Passi in avanti nella tutela del benessere animale: il caso del trasporto di animali

Negli ultimi dieci anni l’EFSA ha svolto un ruolo importante nel miglioramento del benessere degli animali nell’UE. Guidata dal suo gruppo di esperti sulla salute e il benessere degli animali (AHAW), un gruppo di esperti di spicco in settori quali le scienze veterinarie e il comportamento animale, l’EFSA offre consulenza scientifica sul benessere di animali d’allevamento, fra cui suini, pesci, polli da allevamento e mucche da latte. Essa esamina un’ampia gamma di questioni che riguardano il benessere di ogni specie animale, come ad esempio i sistemi di stabulazione e allevamento, l’alimentazione e i mangimi, il trasporto e i metodi di stordimento e macellazione.

Il lavoro sul benessere degli animali durante il trasporto è un esempio dell’importante contributo fornito dal gruppo di esperti AHAW nel corso degli ultimi 10 anni. Nel 2004 il gruppo ha pubblicato due pareri scientifici sul benessere degli animali trasportati. Il primo descrive principi generali, relativi a tutte le specie animali, e formula conclusioni e raccomandazioni dettagliate sul trasporto di singole specie. Il secondo esamina i fattori che incidono sul microclima all’interno degli autoveicoli adibiti al trasporto di animali, come ad esempio la temperatura e l’umidità, la velocità o la qualità dell’aria. È noto che questi fattori incidono significativamente sul benessere e sulla salute degli animali, se non rispettano limiti adeguati. Il contenuto di entrambi i pareri ha avuto un impatto diretto sulla legislazione dell’UE in materia, entrata in vigore l’anno successivo.

Più di recente, a seguito di una richiesta di consulenza scientifica avanzata dalla Commissione nel 2010, il gruppo di esperti ha raccolto le informazioni scientifiche più aggiornate in relazione ai rischi per il benessere degli animali trasportati e ha presentato le proprie conclusioni e raccomandazioni in un nuovo parere scientifico. L’EFSA ha anche organizzato una riunione tecnica per avere uno scambio di punti di vista con le parti interessate nello specifico, fra cui trasportatori, allevatori di bestiame e ONG per il benessere animale. Questo scambio di informazioni si è rivelato prezioso per il gruppo di esperti, in quanto ha contribuito a migliorare la sua comprensione delle preoccupazioni delle parti interessate e a garantire che il suo parere e le sue raccomandazioni riflettessero le prassi operative attuali.

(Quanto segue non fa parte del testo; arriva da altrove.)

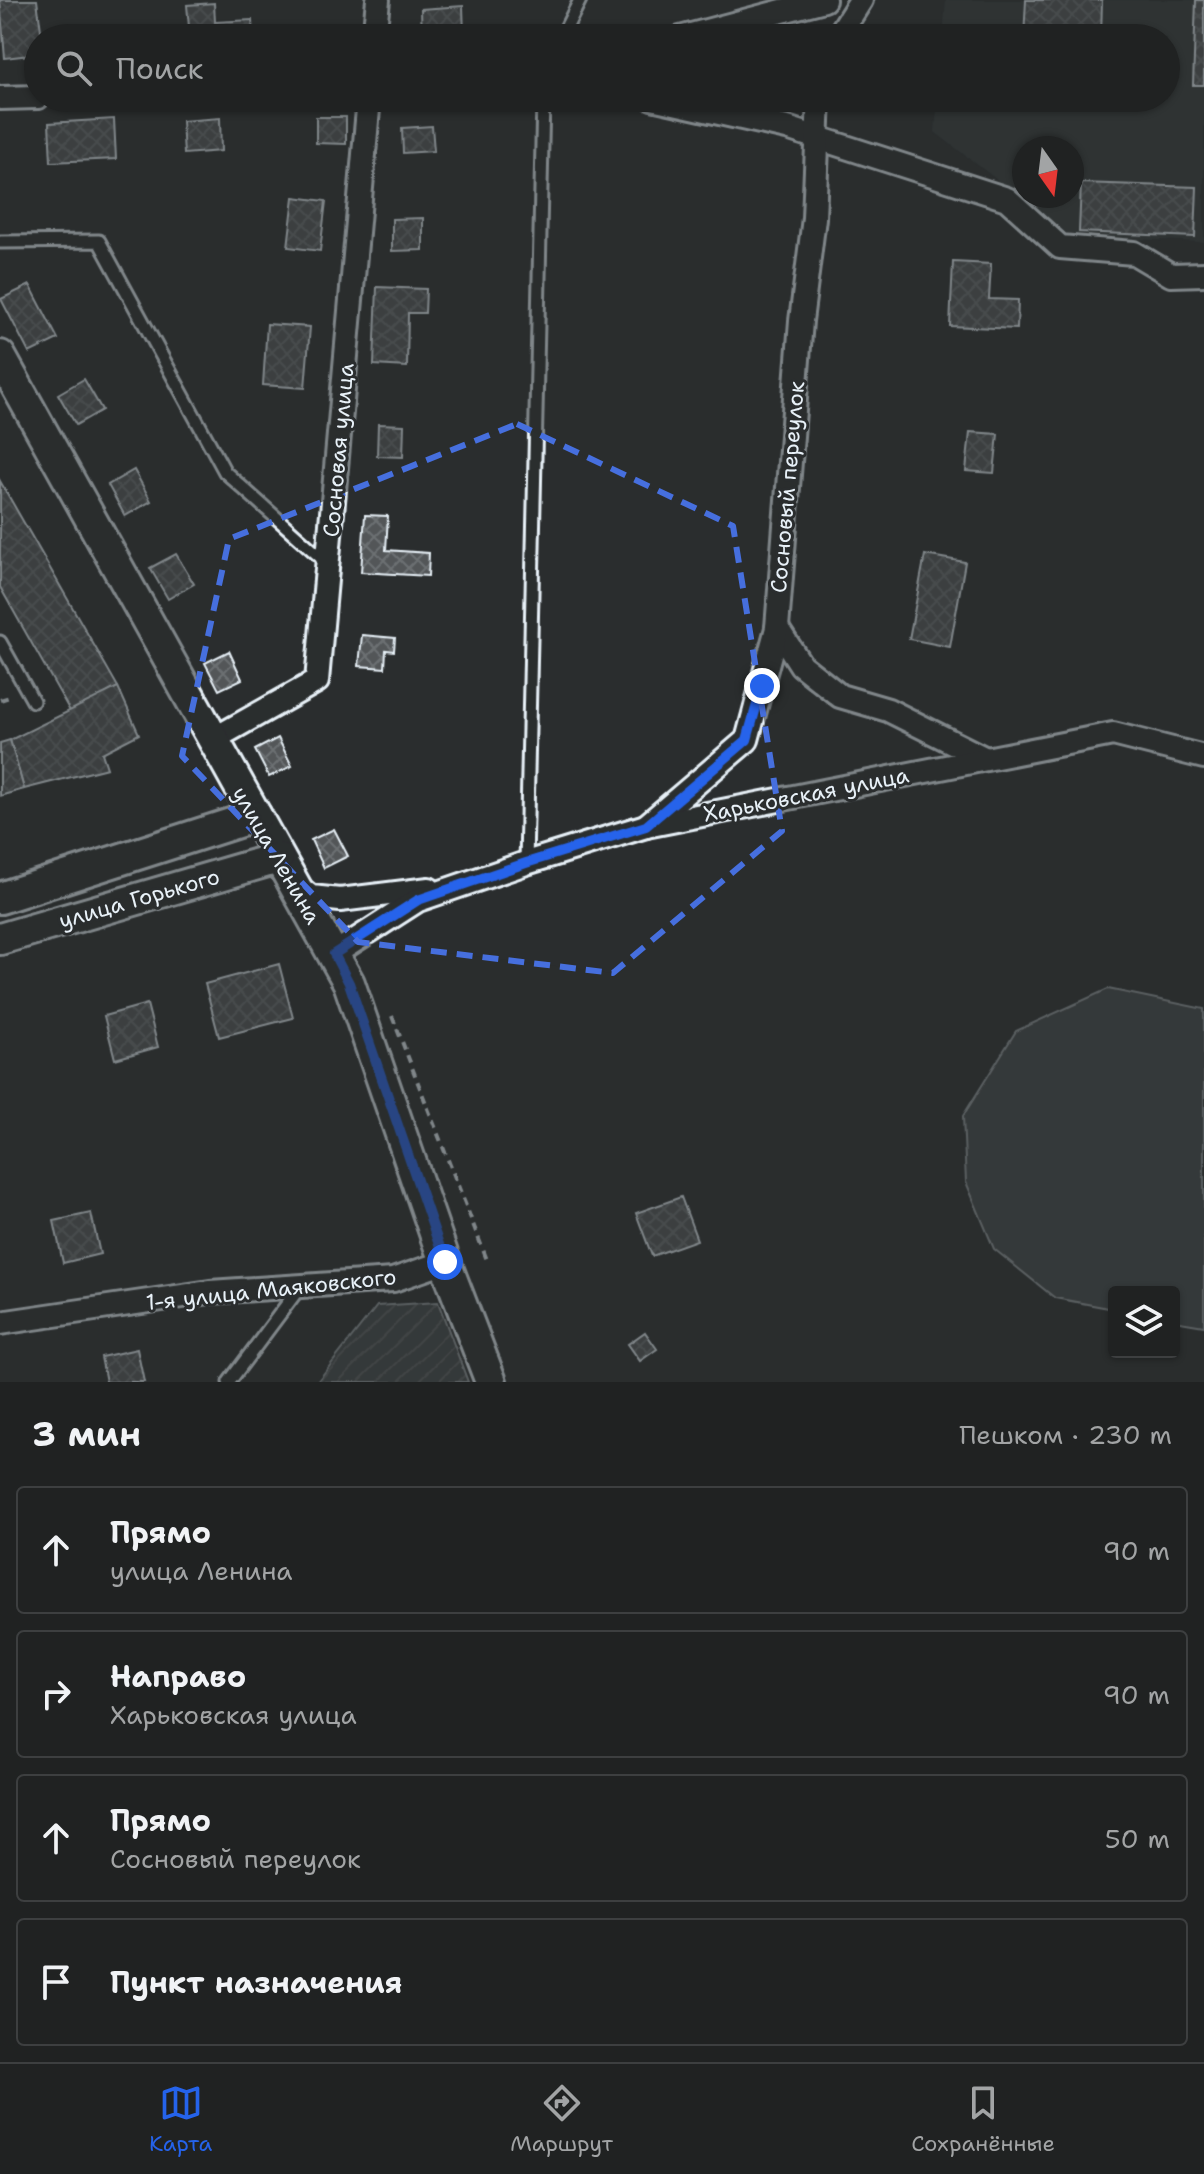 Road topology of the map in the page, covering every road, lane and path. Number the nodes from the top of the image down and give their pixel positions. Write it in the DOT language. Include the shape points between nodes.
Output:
graph roads {
  1 [pos="378,0"];
  2 [pos="580,0"];
  3 [pos="824,0"];
  4 [pos="861,0"];
  5 [pos="375,24"];
  6 [pos="568,24"];
  7 [pos="733,24"];
  8 [pos="846,24"];
  9 [pos="24,97"];
  10 [pos="0,98"];
  11 [pos="368,112"];
  12 [pos="543,112"];
  13 [pos="715,112"];
  14 [pos="818,112"];
  15 [pos="817,137"];
  16 [pos="0,242"];
  17 [pos="1204,274"];
  18 [pos="0,356"];
  19 [pos="328,564"];
  20 [pos="777,628"];
  21 [pos="0,642"];
  22 [pos="33,701"];
  23 [pos="212,740"];
  24 [pos="1204,757"];
  25 [pos="984,758"];
  26 [pos="256,816"];
  27 [pos="646,826"];
  28 [pos="526,863"];
  29 [pos="285,871"];
  30 [pos="466,884"];
  31 [pos="0,898"];
  32 [pos="0,939"];
  33 [pos="334,954"];
  34 [pos="391,1014"];
  35 [pos="487,1260"];
  36 [pos="445,1262"];
  37 [pos="300,1286"];
  38 [pos="0,1323"];
  39 [pos="229,1382"];
  40 [pos="491,1382"];
  1 -- 5 [label="street"];
  2 -- 6 [label="lane"];
  3 -- 7 [label="street"];
  4 -- 8 [label="street"];
  9 -- 10 [label="street"];
  11 -- 19 [label="street, Сосновая улица"];
  12 -- 28 [label="lane"];
  13 -- 15 [label="street"];
  14 -- 15 [label="street, Сосновый переулок"];
  15 -- 17 [label="street" via="1007,199 1060,247 1134,253 1171,275"];
  15 -- 20 [label="street, Сосновый переулок"];
  16 -- 19 [label="lane" via="99,241 225,472"];
  18 -- 23 [label="street, улица Ленина"];
  19 -- 23 [label="street, Сосновая улица" via="317,681"];
  20 -- 25 [label="street" via="801,665 840,696 888,710"];
  20 -- 27 [label="street, Сосновый переулок" via="747,740"];
  21 -- 22 [label="lane"];
  23 -- 26 [label="street, улица Ленина"];
  24 -- 25 [label="street, Харьковская улица" via="1113,734"];
  25 -- 27 [label="street, Харьковская улица"];
  26 -- 29 [label="street, улица Ленина"];
  26 -- 31 [label="street, улица Горького"];
  27 -- 28 [label="street, Харьковская улица"];
  28 -- 30 [label="street, Харьковская улица"];
  29 -- 30 [label="street" via="311,897 340,900"];
  29 -- 32 [label="street, улица Горького"];
  29 -- 33 [label="street, улица Ленина"];
  30 -- 33 [label="street, Харьковская улица" via="418,900"];
  33 -- 36 [label="street, улица Ленина" via="349,983"];
  34 -- 35 [label="path"];
  36 -- 37 [label="street, 1-я улица Маяковского" via="393,1280"];
  36 -- 40 [label="street, улица Ленина"];
  37 -- 38 [label="street, 1-я улица Маяковского" via="210,1292"];
  37 -- 39 [label="lane"];
} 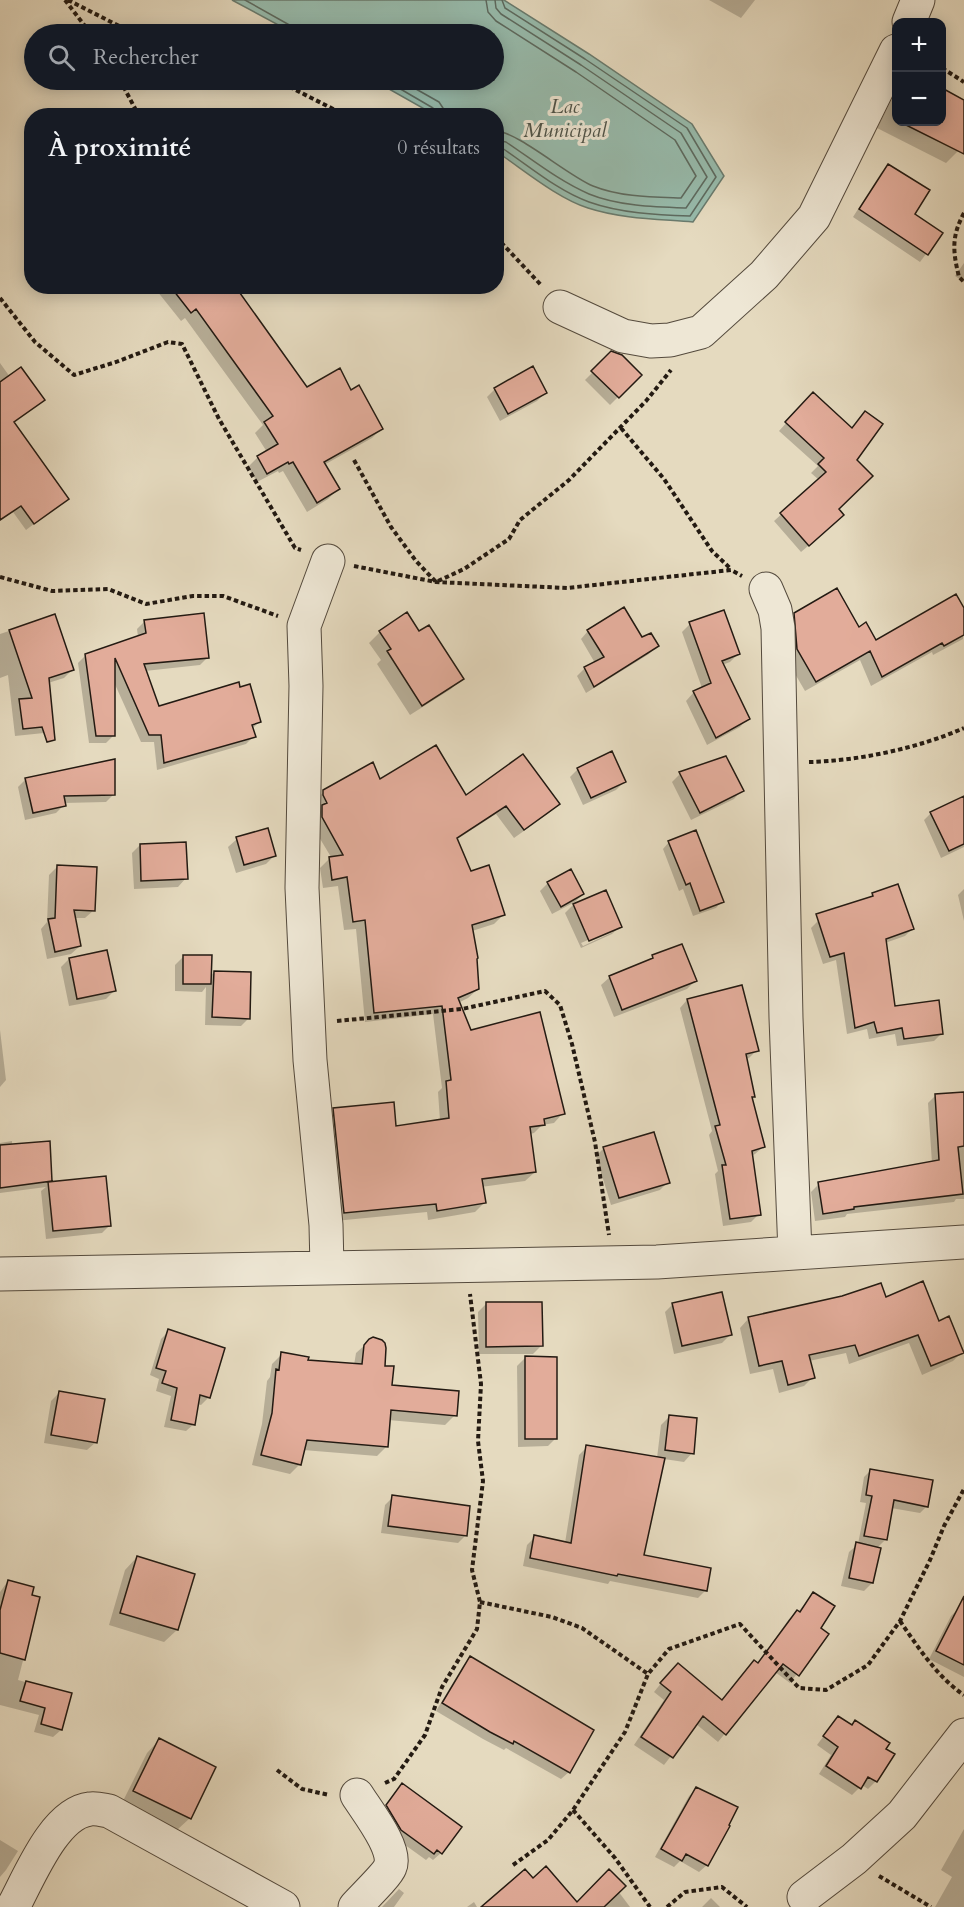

Un altro elemento importante è che nel parere si è fornita una valutazione anche degli indicatori diretti del benessere animale (animal-based) e del loro possibile utilizzo come alternativa ai requisiti di valutazione stabiliti nell’attuale legislazione. Gran parte dell’attuale legislazione sulla protezione degli animali, infatti, si incentra sulla valutazione di fattori che incidono sul benessere piuttosto che sulla risposta degli animali stessi a tali fattori. Nel caso del trasporto di animali, tali fattori potrebbero comprendere la lunghezza del viaggio o il numero di volte che viene consentito all’animale di riposare o abbeverarsi. Un approccio che impiega misurazioni dirette sull’animale, invece, si concentra sulla risposta dell’animale a fattori presenti nel suo ambiente, e può essere utilizzato come metodo alternativo, o talvolta complementare, per la valutazione dei fattori stessi. Ad esempio, se dopo aver controllato un animale, un ispettore ritiene che abbia la temperatura corporea alta o stia respirando in modo anomalo, potrebbe dichiarare l’animale non idoneo al trasporto.

La logica di questo approccio sta nel fatto che le misurazioni dirette sull’animale sono volte a determinare direttamente il reale stato di benessere dell’animale e, di conseguenza, a tener conto sia degli effetti dell’ambiente sia di come l’animale li affronta. Negli ultimi due anni il lavoro dell’EFSA in questo settore non si è limitato al trasporto di animali: entro la fine del 2012 l’Autorità avrà pubblicato una serie di pareri scientifici sull’uso di misurazioni dirette sull’animale per valutare il benessere delle principali specie di allevamento: mucche da latte, bovini, suini e polli da carne.